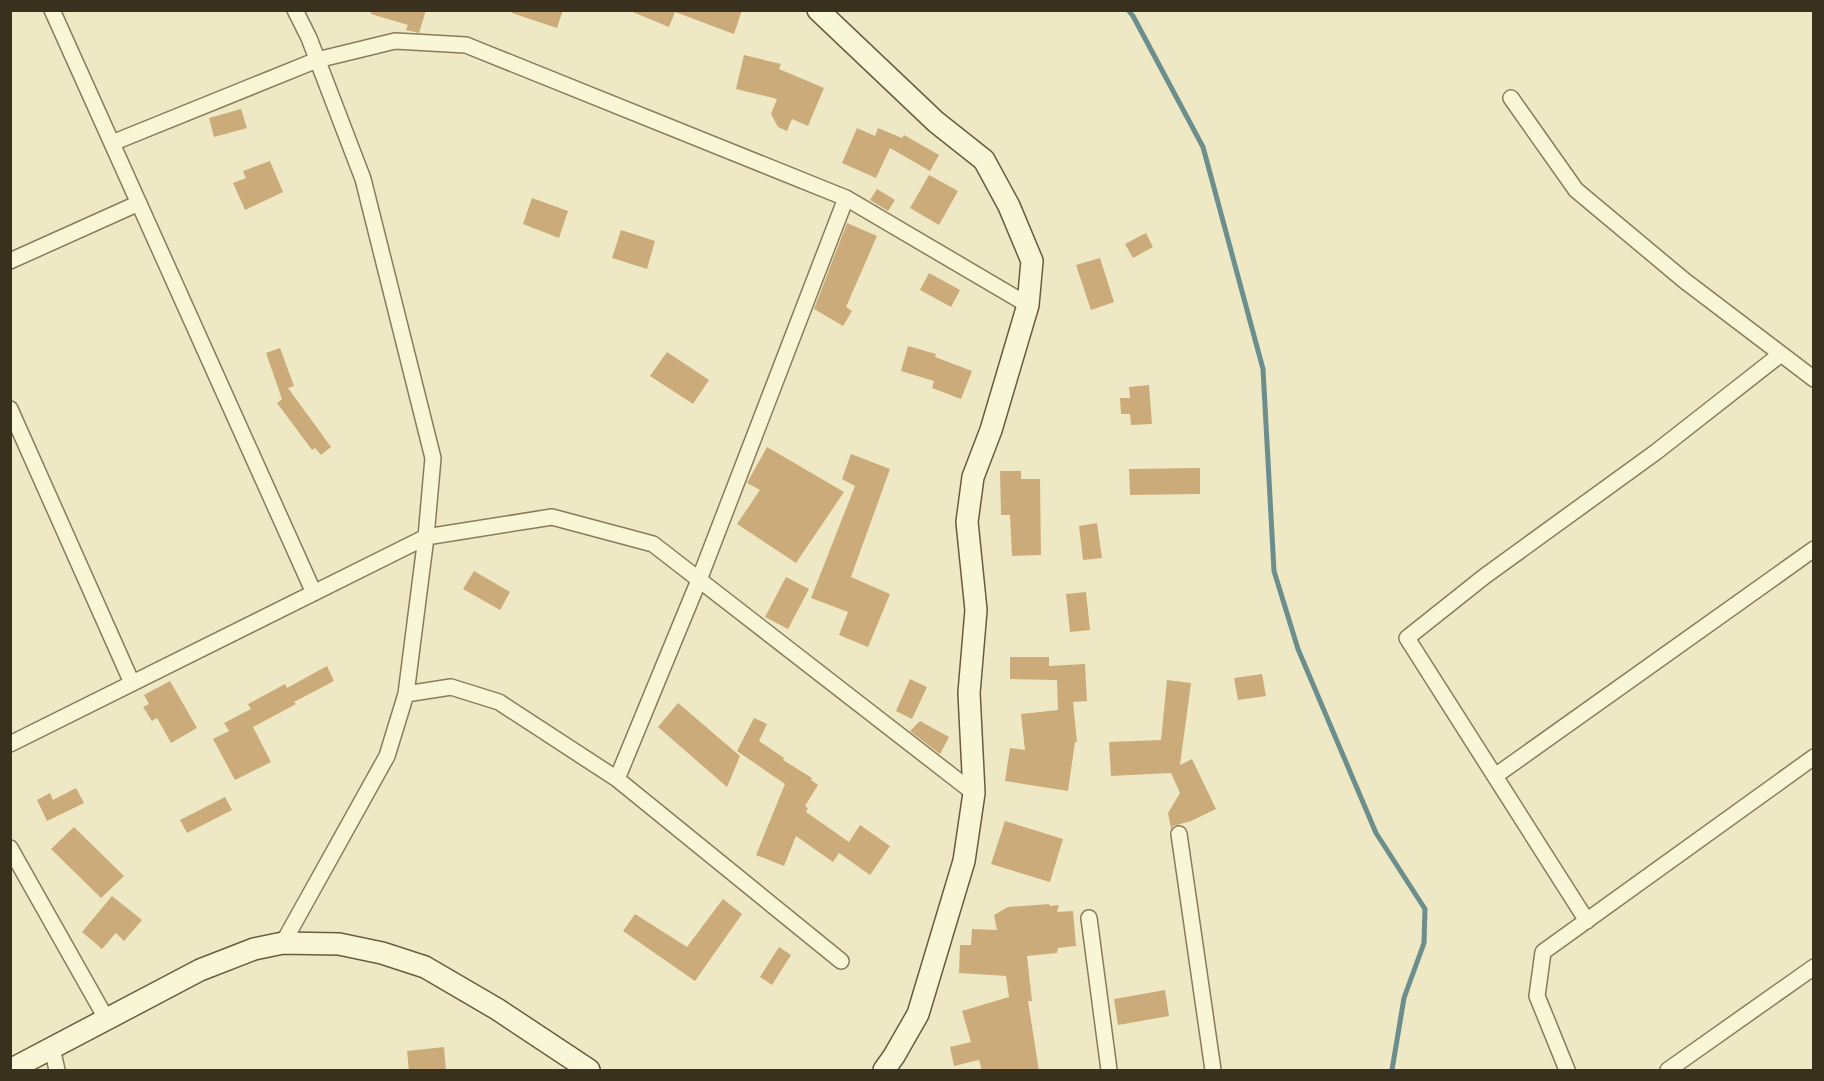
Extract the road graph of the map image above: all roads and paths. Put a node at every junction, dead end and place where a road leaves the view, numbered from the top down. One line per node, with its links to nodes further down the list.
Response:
1 (52, 10): 6 (street)
2 (295, 10): 4 (street)
3 (818, 10): 10 (street)
4 (317, 60): 6 (street); 7 (street); 14 (street)
5 (1511, 98): 11 (street)
6 (112, 143): 8 (street)
7 (846, 198): 10 (street); 16 (street)
8 (139, 203): 9 (street); 17 (street)
9 (10, 261)
10 (1028, 305): 24 (street)
11 (1781, 354): 12 (street); 22 (street)
12 (1814, 379)
13 (10, 409): 18 (street)
14 (426, 537): 16 (street); 17 (street); 19 (street)
15 (1814, 549): 22 (street)
16 (699, 580): 23 (street); 24 (street)
17 (314, 593): 18 (street)
18 (132, 684): 20 (street)
19 (406, 694): 23 (street); 29 (street)
20 (10, 744)
21 (1814, 757): 28 (street)
22 (1495, 776): 28 (street)
23 (617, 779): 30 (street)
24 (974, 793): 37 (street)
25 (1179, 834): 39 (street)
26 (10, 848): 32 (street)
27 (1089, 918): 38 (street)
28 (1587, 921): 40 (street)
29 (283, 943): 32 (street); 36 (street)
30 (841, 961)
31 (1814, 967): 41 (street)
32 (107, 1020): 33 (street)
33 (52, 1048): 34 (street); 35 (street)
34 (10, 1070)
35 (57, 1071)
36 (589, 1071)
37 (884, 1071)
38 (1108, 1071)
39 (1213, 1071)
40 (1567, 1071)
41 (1668, 1071)

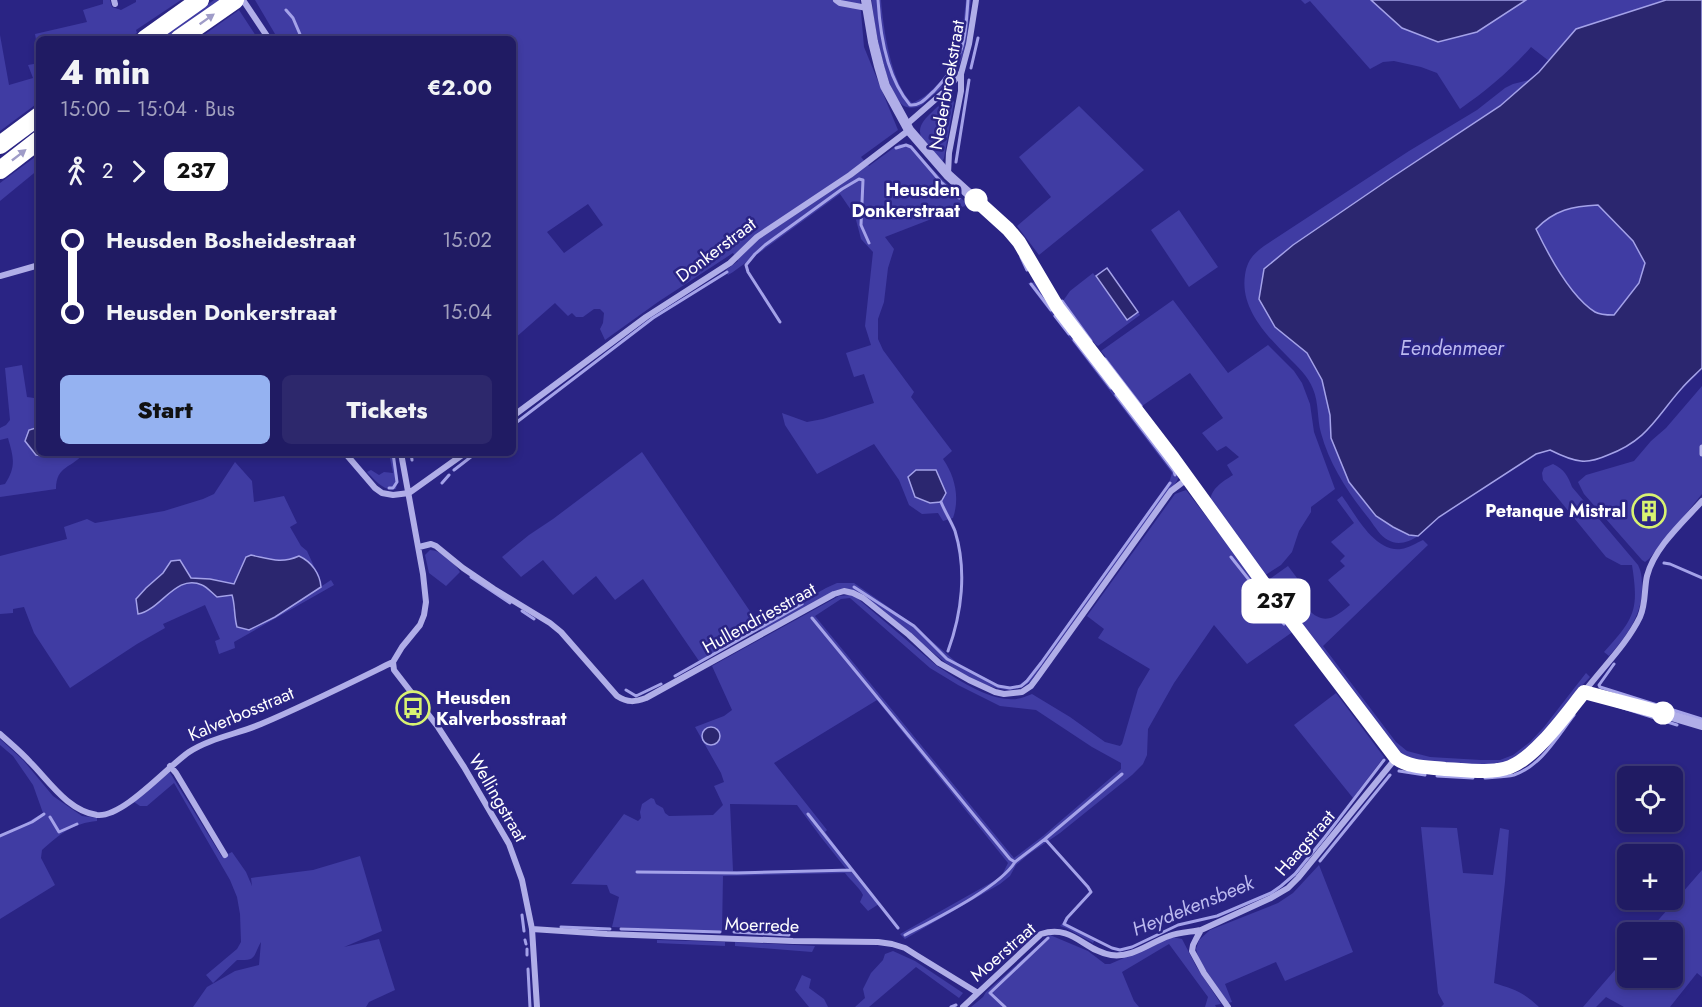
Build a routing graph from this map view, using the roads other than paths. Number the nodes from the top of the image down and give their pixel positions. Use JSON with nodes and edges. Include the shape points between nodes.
{"nodes":[{"id":1,"x":200,"y":0,"type":"edge"},
{"id":2,"x":235,"y":0,"type":"edge"},
{"id":3,"x":243,"y":0,"type":"edge"},
{"id":4,"x":836,"y":0,"type":"edge"},
{"id":5,"x":976,"y":0,"type":"edge"},
{"id":6,"x":867,"y":4,"type":"edge"},
{"id":7,"x":149,"y":36,"type":"edge"},
{"id":8,"x":183,"y":36,"type":"edge"},
{"id":9,"x":267,"y":36,"type":"edge"},
{"id":10,"x":961,"y":74,"type":"junction"},
{"id":11,"x":36,"y":118,"type":"edge"},
{"id":12,"x":907,"y":128,"type":"junction"},
{"id":13,"x":36,"y":142,"type":"edge"},
{"id":14,"x":0,"y":145,"type":"edge"},
{"id":15,"x":0,"y":170,"type":"edge"},
{"id":16,"x":948,"y":175,"type":"junction"},
{"id":17,"x":36,"y":266,"type":"edge"},
{"id":18,"x":0,"y":276,"type":"edge"},
{"id":19,"x":516,"y":414,"type":"edge"},
{"id":20,"x":1702,"y":447,"type":"edge"},
{"id":21,"x":1702,"y":454,"type":"edge"},
{"id":22,"x":348,"y":456,"type":"edge"},
{"id":23,"x":402,"y":456,"type":"edge"},
{"id":24,"x":461,"y":456,"type":"edge"},
{"id":25,"x":1187,"y":479,"type":"junction"},
{"id":26,"x":409,"y":493,"type":"junction"},
{"id":27,"x":1702,"y":501,"type":"edge"},
{"id":28,"x":418,"y":547,"type":"junction"},
{"id":29,"x":393,"y":662,"type":"junction"},
{"id":30,"x":1584,"y":692,"type":"junction"},
{"id":31,"x":1702,"y":725,"type":"edge"},
{"id":32,"x":0,"y":734,"type":"edge"},
{"id":33,"x":1396,"y":758,"type":"junction"},
{"id":34,"x":170,"y":766,"type":"junction"},
{"id":35,"x":225,"y":855,"type":"dead end"},
{"id":36,"x":532,"y":929,"type":"junction"},
{"id":37,"x":1202,"y":930,"type":"junction"},
{"id":38,"x":978,"y":993,"type":"junction"},
{"id":39,"x":537,"y":1007,"type":"edge"},
{"id":40,"x":963,"y":1007,"type":"edge"},
{"id":41,"x":1228,"y":1007,"type":"edge"}],
"edges":[{"from":1,"to":7,"type":"highway"},
{"from":8,"to":2,"type":"highway","one_way":true},
{"from":3,"to":9,"type":"street"},
{"from":4,"to":6,"type":"street"},
{"from":5,"to":10,"type":"street","name":"Nederbroekstraat"},
{"from":6,"to":12,"type":"street","via":[[885,86]]},
{"from":10,"to":12,"type":"street","name":"Donkerstraat"},
{"from":10,"to":16,"type":"street","name":"Nederbroekstraat"},
{"from":11,"to":14,"type":"highway"},
{"from":12,"to":16,"type":"street"},
{"from":12,"to":19,"type":"street","name":"Donkerstraat","via":[[850,175],[757,237],[730,263],[646,317]]},
{"from":15,"to":13,"type":"highway","one_way":true},
{"from":16,"to":25,"type":"street","via":[[1019,242],[1058,308]]},
{"from":17,"to":18,"type":"street"},
{"from":20,"to":21,"type":"street"},
{"from":22,"to":26,"type":"street","via":[[382,493]]},
{"from":23,"to":26,"type":"street"},
{"from":24,"to":26,"type":"street"},
{"from":25,"to":28,"type":"street","name":"Hullendriesstraat","via":[[1171,491],[1037,678],[1022,692],[1013,694],[995,692],[939,663],[863,598],[844,591],[646,698],[624,700],[553,625],[436,546]]},
{"from":25,"to":33,"type":"street"},
{"from":26,"to":28,"type":"street"},
{"from":27,"to":30,"type":"street","via":[[1652,562],[1639,619]]},
{"from":28,"to":29,"type":"street","via":[[426,602],[424,615]]},
{"from":29,"to":34,"type":"street","name":"Kalverbosstraat","via":[[259,725],[192,750]]},
{"from":29,"to":36,"type":"street","name":"Wellingstraat","via":[[394,670],[438,727],[509,844],[522,880]]},
{"from":30,"to":31,"type":"street"},
{"from":30,"to":33,"type":"street","via":[[1549,734],[1509,767],[1435,768],[1402,763]]},
{"from":32,"to":34,"type":"street","name":"Kalverbosstraat","via":[[67,801],[97,815],[128,804]]},
{"from":33,"to":37,"type":"street","name":"Haagstraat","via":[[1287,888]]},
{"from":34,"to":35,"type":"street"},
{"from":36,"to":38,"type":"street","name":"Moerrede","via":[[885,943],[905,948]]},
{"from":36,"to":39,"type":"street","name":"Wellingstraat"},
{"from":37,"to":38,"type":"street","name":"Moerstraat","via":[[1170,936],[1130,954],[1118,955],[1108,955],[1067,933],[1048,932],[1024,948]]},
{"from":37,"to":41,"type":"street","via":[[1192,951]]},
{"from":38,"to":40,"type":"street","name":"Moerstraat"}]}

++++

Exercise prompt
Every line above should be transcribed word for word; leave the pictures out.

Task output
Extract the road graph of the map image above: all roads and paths. Put a node at every junction, dead end and place where a road leaves the view, numbered from the top down. One line per node, with its links to nodes further down the list.
Response:
1 (52, 10): 6 (street)
2 (295, 10): 4 (street)
3 (818, 10): 10 (street)
4 (317, 60): 6 (street); 7 (street); 14 (street)
5 (1511, 98): 11 (street)
6 (112, 143): 8 (street)
7 (846, 198): 10 (street); 16 (street)
8 (139, 203): 9 (street); 17 (street)
9 (10, 261)
10 (1028, 305): 24 (street)
11 (1781, 354): 12 (street); 22 (street)
12 (1814, 379)
13 (10, 409): 18 (street)
14 (426, 537): 16 (street); 17 (street); 19 (street)
15 (1814, 549): 22 (street)
16 (699, 580): 23 (street); 24 (street)
17 (314, 593): 18 (street)
18 (132, 684): 20 (street)
19 (406, 694): 23 (street); 29 (street)
20 (10, 744)
21 (1814, 757): 28 (street)
22 (1495, 776): 28 (street)
23 (617, 779): 30 (street)
24 (974, 793): 37 (street)
25 (1179, 834): 39 (street)
26 (10, 848): 32 (street)
27 (1089, 918): 38 (street)
28 (1587, 921): 40 (street)
29 (283, 943): 32 (street); 36 (street)
30 (841, 961)
31 (1814, 967): 41 (street)
32 (107, 1020): 33 (street)
33 (52, 1048): 34 (street); 35 (street)
34 (10, 1070)
35 (57, 1071)
36 (589, 1071)
37 (884, 1071)
38 (1108, 1071)
39 (1213, 1071)
40 (1567, 1071)
41 (1668, 1071)

Build a routing graph from this map view, using the roads other than paths. Number the nodes from the top of the image down and give their pixel positions. Use JSON with nodes and edges. Include the shape points between nodes.
{"nodes":[{"id":1,"x":200,"y":0,"type":"edge"},
{"id":2,"x":235,"y":0,"type":"edge"},
{"id":3,"x":243,"y":0,"type":"edge"},
{"id":4,"x":836,"y":0,"type":"edge"},
{"id":5,"x":976,"y":0,"type":"edge"},
{"id":6,"x":867,"y":4,"type":"edge"},
{"id":7,"x":149,"y":36,"type":"edge"},
{"id":8,"x":183,"y":36,"type":"edge"},
{"id":9,"x":267,"y":36,"type":"edge"},
{"id":10,"x":961,"y":74,"type":"junction"},
{"id":11,"x":36,"y":118,"type":"edge"},
{"id":12,"x":907,"y":128,"type":"junction"},
{"id":13,"x":36,"y":142,"type":"edge"},
{"id":14,"x":0,"y":145,"type":"edge"},
{"id":15,"x":0,"y":170,"type":"edge"},
{"id":16,"x":948,"y":175,"type":"junction"},
{"id":17,"x":36,"y":266,"type":"edge"},
{"id":18,"x":0,"y":276,"type":"edge"},
{"id":19,"x":516,"y":414,"type":"edge"},
{"id":20,"x":1702,"y":447,"type":"edge"},
{"id":21,"x":1702,"y":454,"type":"edge"},
{"id":22,"x":348,"y":456,"type":"edge"},
{"id":23,"x":402,"y":456,"type":"edge"},
{"id":24,"x":461,"y":456,"type":"edge"},
{"id":25,"x":1187,"y":479,"type":"junction"},
{"id":26,"x":409,"y":493,"type":"junction"},
{"id":27,"x":1702,"y":501,"type":"edge"},
{"id":28,"x":418,"y":547,"type":"junction"},
{"id":29,"x":393,"y":662,"type":"junction"},
{"id":30,"x":1584,"y":692,"type":"junction"},
{"id":31,"x":1702,"y":725,"type":"edge"},
{"id":32,"x":0,"y":734,"type":"edge"},
{"id":33,"x":1396,"y":758,"type":"junction"},
{"id":34,"x":170,"y":766,"type":"junction"},
{"id":35,"x":225,"y":855,"type":"dead end"},
{"id":36,"x":532,"y":929,"type":"junction"},
{"id":37,"x":1202,"y":930,"type":"junction"},
{"id":38,"x":978,"y":993,"type":"junction"},
{"id":39,"x":537,"y":1007,"type":"edge"},
{"id":40,"x":963,"y":1007,"type":"edge"},
{"id":41,"x":1228,"y":1007,"type":"edge"}],
"edges":[{"from":1,"to":7,"type":"highway"},
{"from":8,"to":2,"type":"highway","one_way":true},
{"from":3,"to":9,"type":"street"},
{"from":4,"to":6,"type":"street"},
{"from":5,"to":10,"type":"street","name":"Nederbroekstraat"},
{"from":6,"to":12,"type":"street","via":[[885,86]]},
{"from":10,"to":12,"type":"street","name":"Donkerstraat"},
{"from":10,"to":16,"type":"street","name":"Nederbroekstraat"},
{"from":11,"to":14,"type":"highway"},
{"from":12,"to":16,"type":"street"},
{"from":12,"to":19,"type":"street","name":"Donkerstraat","via":[[850,175],[757,237],[730,263],[646,317]]},
{"from":15,"to":13,"type":"highway","one_way":true},
{"from":16,"to":25,"type":"street","via":[[1019,242],[1058,308]]},
{"from":17,"to":18,"type":"street"},
{"from":20,"to":21,"type":"street"},
{"from":22,"to":26,"type":"street","via":[[382,493]]},
{"from":23,"to":26,"type":"street"},
{"from":24,"to":26,"type":"street"},
{"from":25,"to":28,"type":"street","name":"Hullendriesstraat","via":[[1171,491],[1037,678],[1022,692],[1013,694],[995,692],[939,663],[863,598],[844,591],[646,698],[624,700],[553,625],[436,546]]},
{"from":25,"to":33,"type":"street"},
{"from":26,"to":28,"type":"street"},
{"from":27,"to":30,"type":"street","via":[[1652,562],[1639,619]]},
{"from":28,"to":29,"type":"street","via":[[426,602],[424,615]]},
{"from":29,"to":34,"type":"street","name":"Kalverbosstraat","via":[[259,725],[192,750]]},
{"from":29,"to":36,"type":"street","name":"Wellingstraat","via":[[394,670],[438,727],[509,844],[522,880]]},
{"from":30,"to":31,"type":"street"},
{"from":30,"to":33,"type":"street","via":[[1549,734],[1509,767],[1435,768],[1402,763]]},
{"from":32,"to":34,"type":"street","name":"Kalverbosstraat","via":[[67,801],[97,815],[128,804]]},
{"from":33,"to":37,"type":"street","name":"Haagstraat","via":[[1287,888]]},
{"from":34,"to":35,"type":"street"},
{"from":36,"to":38,"type":"street","name":"Moerrede","via":[[885,943],[905,948]]},
{"from":36,"to":39,"type":"street","name":"Wellingstraat"},
{"from":37,"to":38,"type":"street","name":"Moerstraat","via":[[1170,936],[1130,954],[1118,955],[1108,955],[1067,933],[1048,932],[1024,948]]},
{"from":37,"to":41,"type":"street","via":[[1192,951]]},
{"from":38,"to":40,"type":"street","name":"Moerstraat"}]}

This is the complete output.